● **Work request**
Please retype every entry as written, and keep the pictures out.

● **The input**

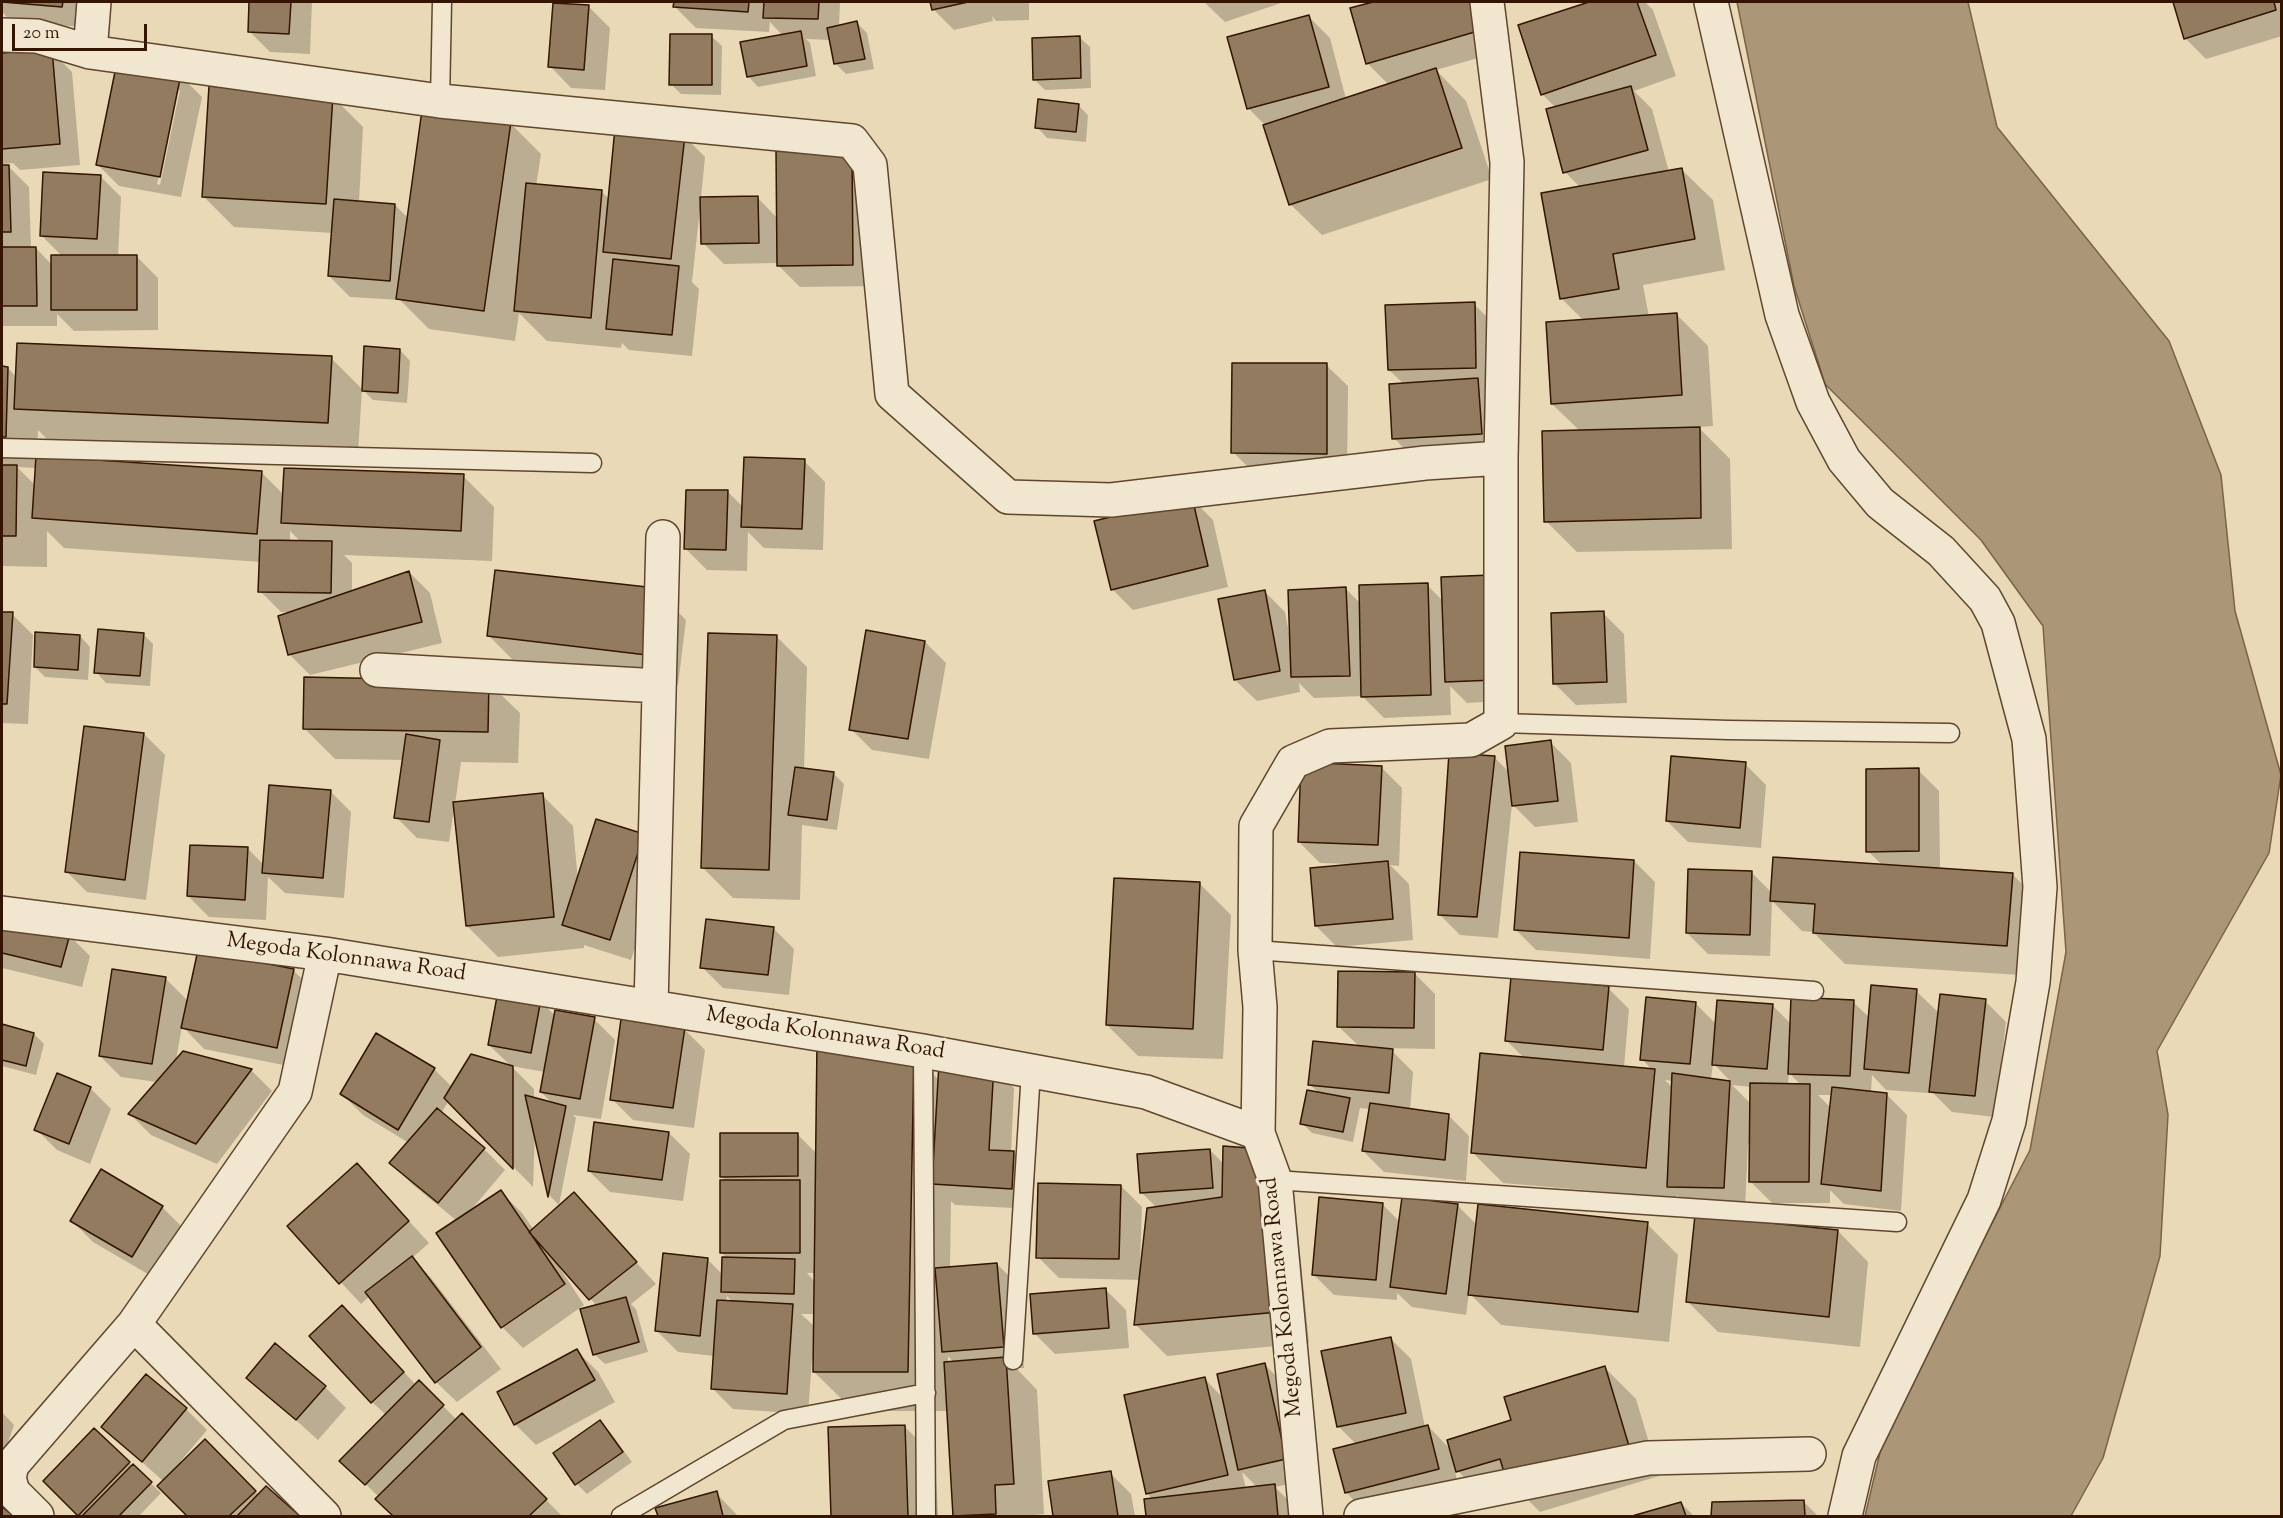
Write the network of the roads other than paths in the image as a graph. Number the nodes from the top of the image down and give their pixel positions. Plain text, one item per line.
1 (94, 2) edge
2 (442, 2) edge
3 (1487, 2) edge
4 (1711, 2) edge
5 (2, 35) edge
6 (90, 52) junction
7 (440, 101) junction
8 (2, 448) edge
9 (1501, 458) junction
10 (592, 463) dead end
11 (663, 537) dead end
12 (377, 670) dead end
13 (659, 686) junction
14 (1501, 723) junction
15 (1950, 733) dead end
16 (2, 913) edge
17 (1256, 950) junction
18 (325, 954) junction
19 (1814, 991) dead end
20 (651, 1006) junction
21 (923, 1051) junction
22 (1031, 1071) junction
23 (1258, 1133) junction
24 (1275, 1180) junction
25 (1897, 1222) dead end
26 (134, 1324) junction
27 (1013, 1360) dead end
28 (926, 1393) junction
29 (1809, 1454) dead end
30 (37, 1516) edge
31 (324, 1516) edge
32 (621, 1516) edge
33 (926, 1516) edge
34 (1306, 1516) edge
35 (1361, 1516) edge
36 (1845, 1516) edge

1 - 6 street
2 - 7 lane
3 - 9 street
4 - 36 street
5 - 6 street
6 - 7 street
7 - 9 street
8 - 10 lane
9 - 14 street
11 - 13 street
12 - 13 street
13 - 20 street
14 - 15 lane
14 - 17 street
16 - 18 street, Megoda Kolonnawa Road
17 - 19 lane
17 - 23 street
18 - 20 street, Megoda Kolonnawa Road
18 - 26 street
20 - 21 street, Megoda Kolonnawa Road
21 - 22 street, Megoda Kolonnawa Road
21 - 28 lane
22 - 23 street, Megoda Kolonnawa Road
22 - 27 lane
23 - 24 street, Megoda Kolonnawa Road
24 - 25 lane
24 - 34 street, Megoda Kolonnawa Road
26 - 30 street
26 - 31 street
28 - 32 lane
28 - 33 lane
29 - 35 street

● **Solution to the exercise**
Write the network of the roads other than paths in the image as a graph. Number the nodes from the top of the image down and give their pixel positions. Plain text, one item per line.
1 (94, 2) edge
2 (442, 2) edge
3 (1487, 2) edge
4 (1711, 2) edge
5 (2, 35) edge
6 (90, 52) junction
7 (440, 101) junction
8 (2, 448) edge
9 (1501, 458) junction
10 (592, 463) dead end
11 (663, 537) dead end
12 (377, 670) dead end
13 (659, 686) junction
14 (1501, 723) junction
15 (1950, 733) dead end
16 (2, 913) edge
17 (1256, 950) junction
18 (325, 954) junction
19 (1814, 991) dead end
20 (651, 1006) junction
21 (923, 1051) junction
22 (1031, 1071) junction
23 (1258, 1133) junction
24 (1275, 1180) junction
25 (1897, 1222) dead end
26 (134, 1324) junction
27 (1013, 1360) dead end
28 (926, 1393) junction
29 (1809, 1454) dead end
30 (37, 1516) edge
31 (324, 1516) edge
32 (621, 1516) edge
33 (926, 1516) edge
34 (1306, 1516) edge
35 (1361, 1516) edge
36 (1845, 1516) edge

1 - 6 street
2 - 7 lane
3 - 9 street
4 - 36 street
5 - 6 street
6 - 7 street
7 - 9 street
8 - 10 lane
9 - 14 street
11 - 13 street
12 - 13 street
13 - 20 street
14 - 15 lane
14 - 17 street
16 - 18 street, Megoda Kolonnawa Road
17 - 19 lane
17 - 23 street
18 - 20 street, Megoda Kolonnawa Road
18 - 26 street
20 - 21 street, Megoda Kolonnawa Road
21 - 22 street, Megoda Kolonnawa Road
21 - 28 lane
22 - 23 street, Megoda Kolonnawa Road
22 - 27 lane
23 - 24 street, Megoda Kolonnawa Road
24 - 25 lane
24 - 34 street, Megoda Kolonnawa Road
26 - 30 street
26 - 31 street
28 - 32 lane
28 - 33 lane
29 - 35 street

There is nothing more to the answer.